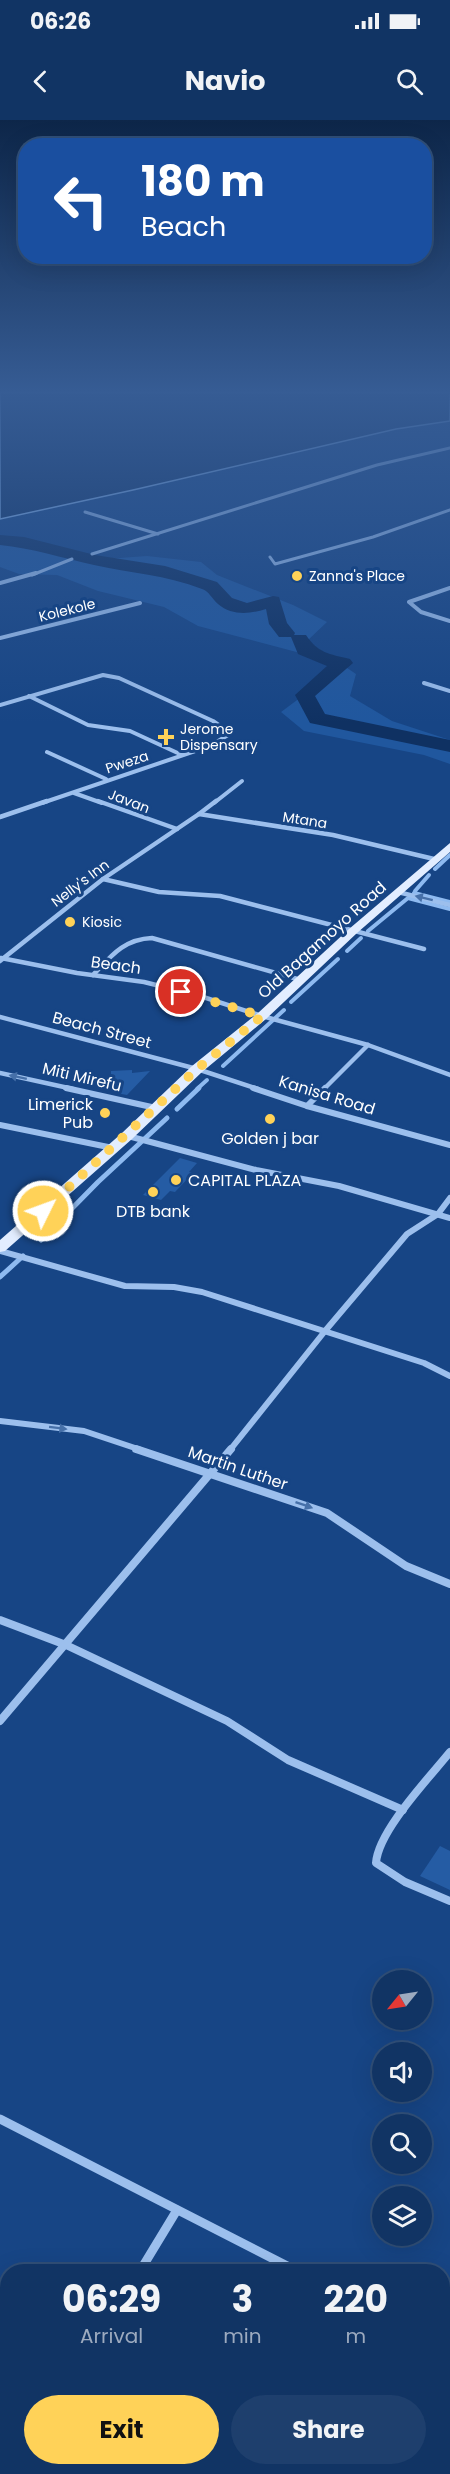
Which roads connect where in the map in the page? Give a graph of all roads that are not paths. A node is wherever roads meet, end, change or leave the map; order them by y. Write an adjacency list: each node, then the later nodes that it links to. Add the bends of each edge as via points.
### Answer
1 (256, 503): 4 (street)
2 (450, 510): 6 (street, via 373,537 275,564)
3 (85, 512): 4 (street)
4 (158, 534): 5 (street)
5 (92, 554)
6 (270, 557)
7 (72, 559): 8 (street)
8 (0, 583)
9 (450, 588): 11 (street, via 409,602 417,611)
10 (140, 603): 12 (street, Kolekole)
11 (450, 621)
12 (0, 638)
13 (424, 683): 14 (street)
14 (450, 691)
15 (28, 696): 16 (street); 18 (street, via 88,724 130,731); 18 (street, Pweza, via 103,675 118,678 213,721 228,735)
16 (0, 705)
17 (47, 752): 19 (street)
18 (182, 755): 19 (street, Pweza)
19 (105, 780): 21 (street, Pweza)
20 (242, 781): 22 (street)
21 (74, 793): 23 (street, Pweza); 24 (street, Javan)
22 (200, 814): 24 (street); 26 (street, Mtana, via 333,835)
23 (0, 817)
24 (177, 830): 27 (street, Nelly's Inn)
25 (450, 846): 26 (main road, Old Bagamoyo Road)
26 (434, 859): 28 (main road, Old Bagamoyo Road)
27 (103, 879): 30 (street, via 159,892 220,896); 32 (street, Nelly's Inn)
28 (398, 892): 29 (street, one-way to 28); 30 (main road, Old Bagamoyo Road)
29 (450, 905)
30 (353, 931): 31 (street); 34 (main road, Old Bagamoyo Road)
31 (424, 949)
32 (1, 959): 33 (street, Beach)
33 (93, 975): 34 (street, via 126,941 141,937); 35 (street, Beach, via 144,982)
34 (301, 980): 35 (main road, Old Bagamoyo Road)
35 (262, 1016): 37 (street, Beach); 38 (main road, Old Bagamoyo Road)
36 (0, 1017): 38 (street, Beach Street)
37 (368, 1045): 40 (street, Beach); 41 (street)
38 (197, 1069): 41 (street, Kanisa Road); 42 (main road, Old Bagamoyo Road)
39 (0, 1073): 42 (street, Miti Mirefu, one-way to 39)
40 (450, 1075)
41 (307, 1106): 45 (street, Kanisa Road)
42 (157, 1108): 44 (main road, Old Bagamoyo Road)
43 (0, 1125): 46 (street)
44 (127, 1136): 46 (main road, Old Bagamoyo Road); 48 (street, via 256,1170 339,1186)
45 (450, 1145)
46 (113, 1149): 50 (main road, Old Bagamoyo Road)
47 (450, 1198): 48 (street)
48 (438, 1214): 49 (street); 51 (street, via 407,1234)
49 (450, 1218)
50 (2, 1245): 51 (street, via 125,1286 202,1292)
51 (325, 1331): 52 (street, via 424,1363); 54 (street)
52 (450, 1377)
53 (0, 1421): 54 (street, Martin Luther, one-way to 54, via 84,1431)
54 (212, 1473): 55 (street, Martin Luther, one-way to 55, via 327,1513 406,1566); 57 (street)
55 (450, 1584)
56 (0, 1620): 57 (street)
57 (66, 1645): 58 (street); 60 (street, via 227,1720 288,1760)
58 (0, 1721)
59 (450, 1752): 60 (street)
60 (403, 1810): 61 (street, via 377,1850 376,1863 405,1882)
61 (450, 1901)
62 (0, 2119): 63 (street)
63 (177, 2210): 64 (street); 65 (street)
64 (144, 2264)
65 (283, 2264)

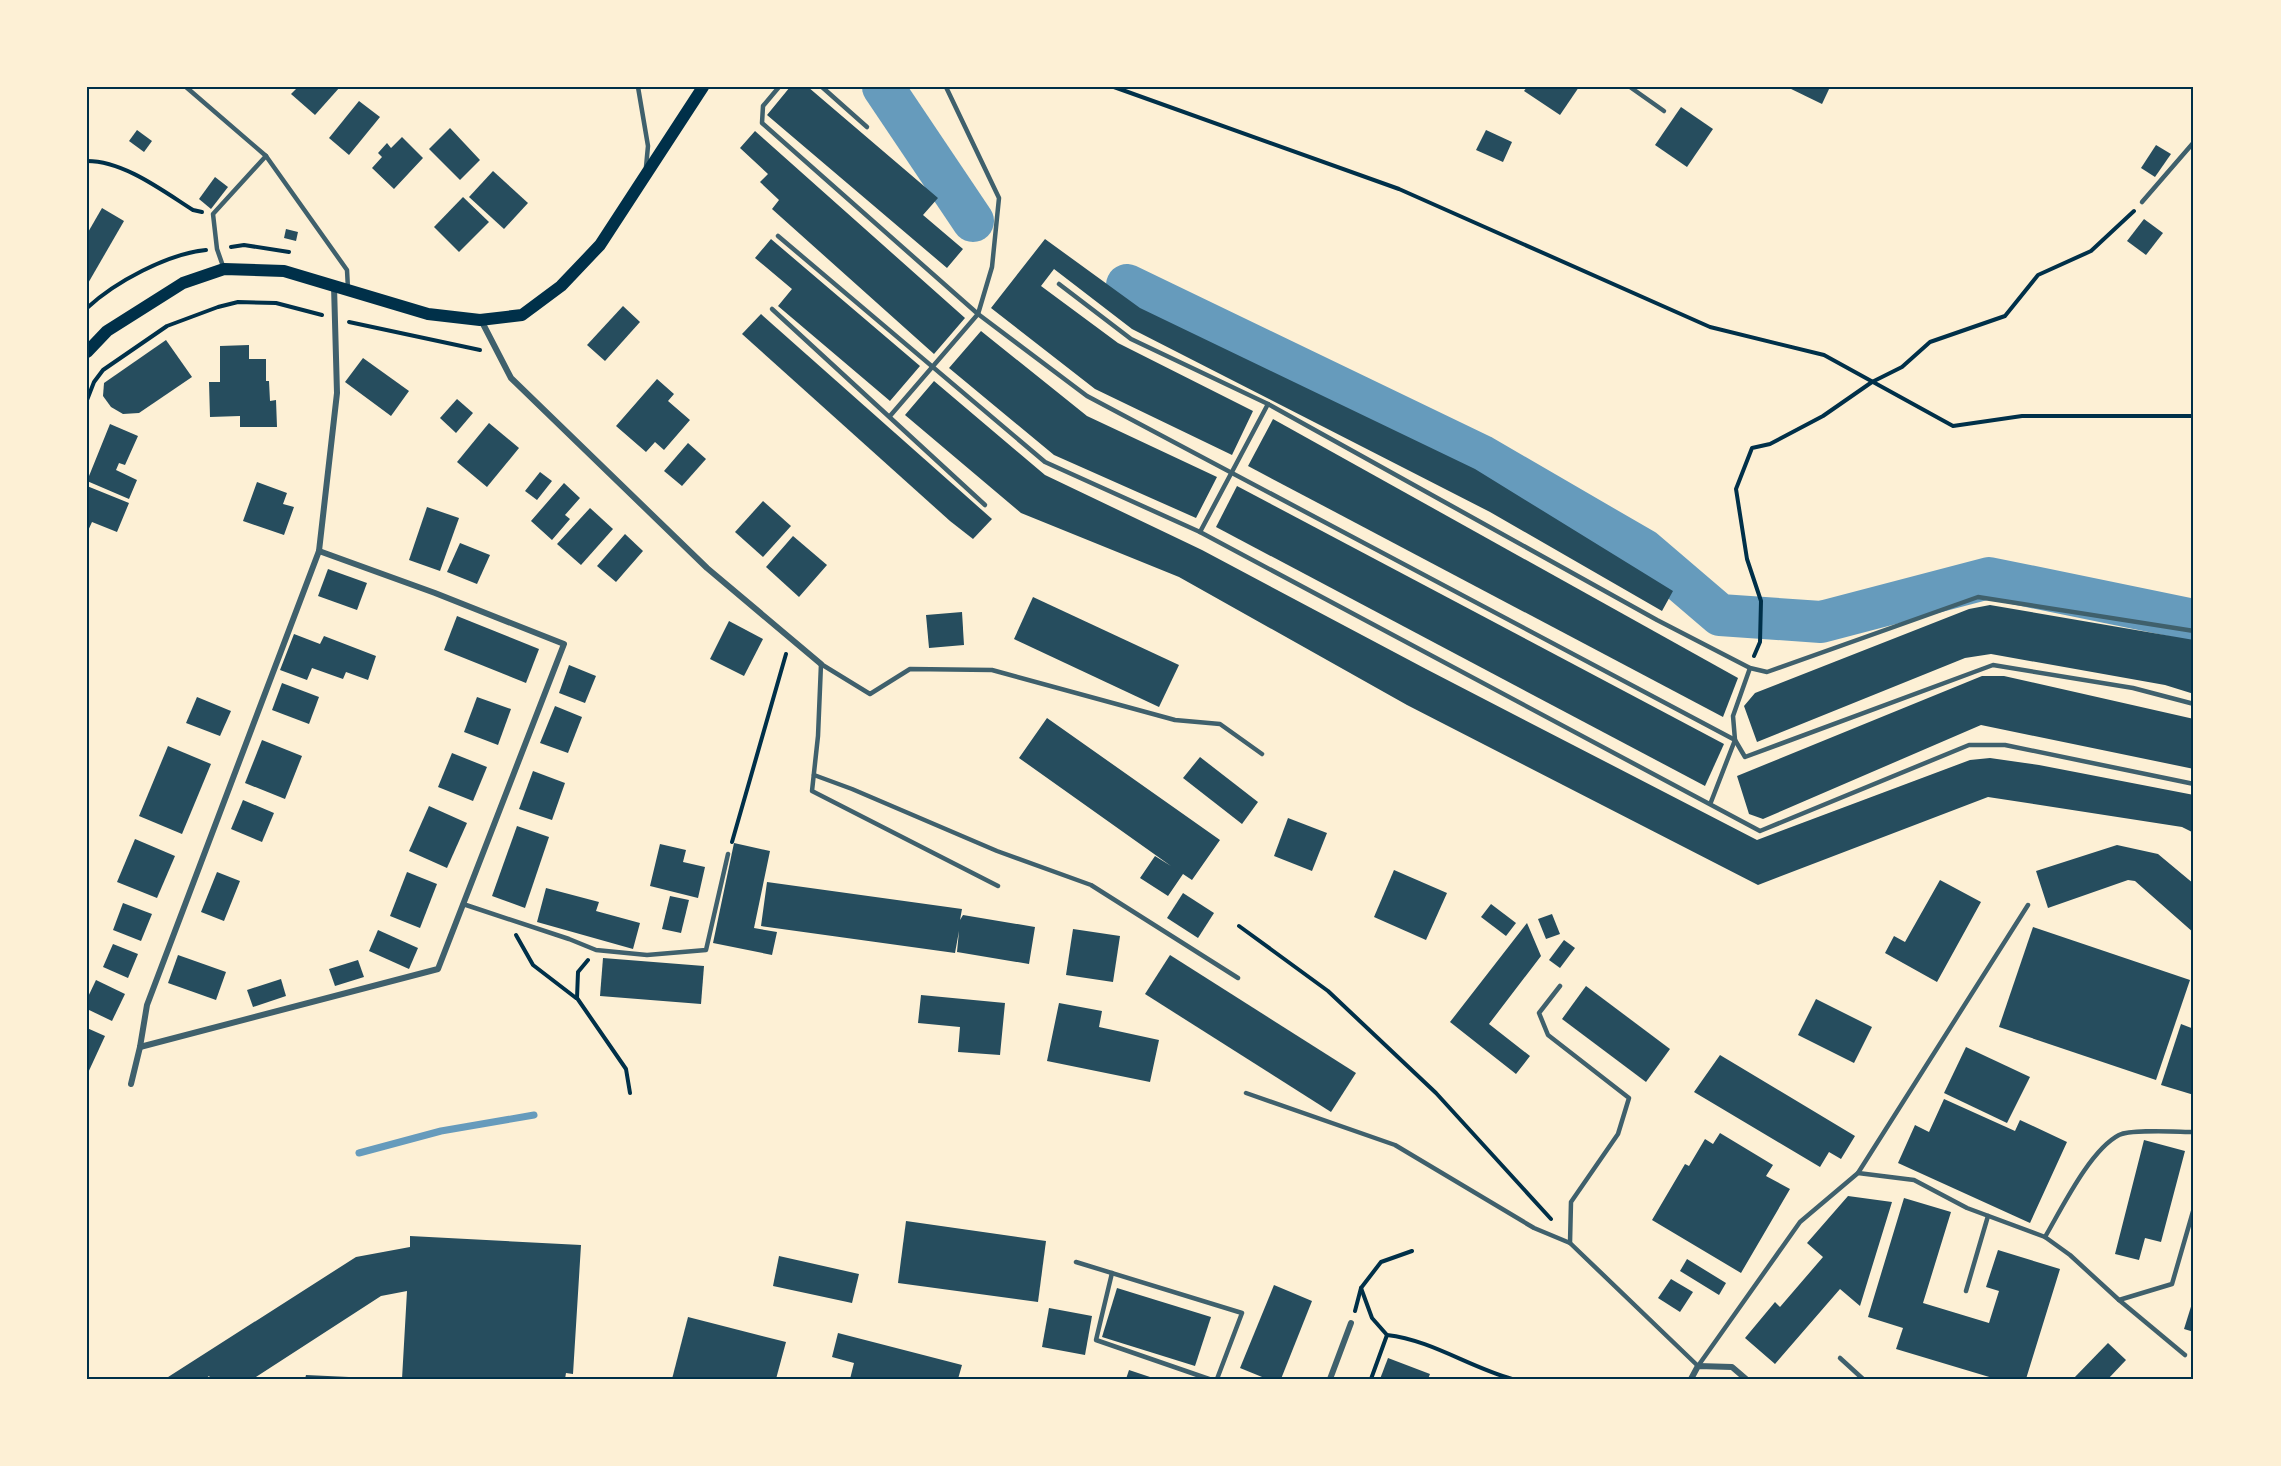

┄┄┄┄┄┄┄┄┄┄

» **Work item**
Everything in the records above must be restated verbatim, save for the pictures.

» **Reply**
Which roads connect where in the map in the page? Give a graph of all roads that are not paths. A node is wherever roads meet, end, change or leave the map; order them by y. Write an adjacency list: each node, then the later nodes that it links to. Add the bends of each edge as via points.
### Answer
1 (256, 503): 4 (street)
2 (450, 510): 6 (street, via 373,537 275,564)
3 (85, 512): 4 (street)
4 (158, 534): 5 (street)
5 (92, 554)
6 (270, 557)
7 (72, 559): 8 (street)
8 (0, 583)
9 (450, 588): 11 (street, via 409,602 417,611)
10 (140, 603): 12 (street, Kolekole)
11 (450, 621)
12 (0, 638)
13 (424, 683): 14 (street)
14 (450, 691)
15 (28, 696): 16 (street); 18 (street, via 88,724 130,731); 18 (street, Pweza, via 103,675 118,678 213,721 228,735)
16 (0, 705)
17 (47, 752): 19 (street)
18 (182, 755): 19 (street, Pweza)
19 (105, 780): 21 (street, Pweza)
20 (242, 781): 22 (street)
21 (74, 793): 23 (street, Pweza); 24 (street, Javan)
22 (200, 814): 24 (street); 26 (street, Mtana, via 333,835)
23 (0, 817)
24 (177, 830): 27 (street, Nelly's Inn)
25 (450, 846): 26 (main road, Old Bagamoyo Road)
26 (434, 859): 28 (main road, Old Bagamoyo Road)
27 (103, 879): 30 (street, via 159,892 220,896); 32 (street, Nelly's Inn)
28 (398, 892): 29 (street, one-way to 28); 30 (main road, Old Bagamoyo Road)
29 (450, 905)
30 (353, 931): 31 (street); 34 (main road, Old Bagamoyo Road)
31 (424, 949)
32 (1, 959): 33 (street, Beach)
33 (93, 975): 34 (street, via 126,941 141,937); 35 (street, Beach, via 144,982)
34 (301, 980): 35 (main road, Old Bagamoyo Road)
35 (262, 1016): 37 (street, Beach); 38 (main road, Old Bagamoyo Road)
36 (0, 1017): 38 (street, Beach Street)
37 (368, 1045): 40 (street, Beach); 41 (street)
38 (197, 1069): 41 (street, Kanisa Road); 42 (main road, Old Bagamoyo Road)
39 (0, 1073): 42 (street, Miti Mirefu, one-way to 39)
40 (450, 1075)
41 (307, 1106): 45 (street, Kanisa Road)
42 (157, 1108): 44 (main road, Old Bagamoyo Road)
43 (0, 1125): 46 (street)
44 (127, 1136): 46 (main road, Old Bagamoyo Road); 48 (street, via 256,1170 339,1186)
45 (450, 1145)
46 (113, 1149): 50 (main road, Old Bagamoyo Road)
47 (450, 1198): 48 (street)
48 (438, 1214): 49 (street); 51 (street, via 407,1234)
49 (450, 1218)
50 (2, 1245): 51 (street, via 125,1286 202,1292)
51 (325, 1331): 52 (street, via 424,1363); 54 (street)
52 (450, 1377)
53 (0, 1421): 54 (street, Martin Luther, one-way to 54, via 84,1431)
54 (212, 1473): 55 (street, Martin Luther, one-way to 55, via 327,1513 406,1566); 57 (street)
55 (450, 1584)
56 (0, 1620): 57 (street)
57 (66, 1645): 58 (street); 60 (street, via 227,1720 288,1760)
58 (0, 1721)
59 (450, 1752): 60 (street)
60 (403, 1810): 61 (street, via 377,1850 376,1863 405,1882)
61 (450, 1901)
62 (0, 2119): 63 (street)
63 (177, 2210): 64 (street); 65 (street)
64 (144, 2264)
65 (283, 2264)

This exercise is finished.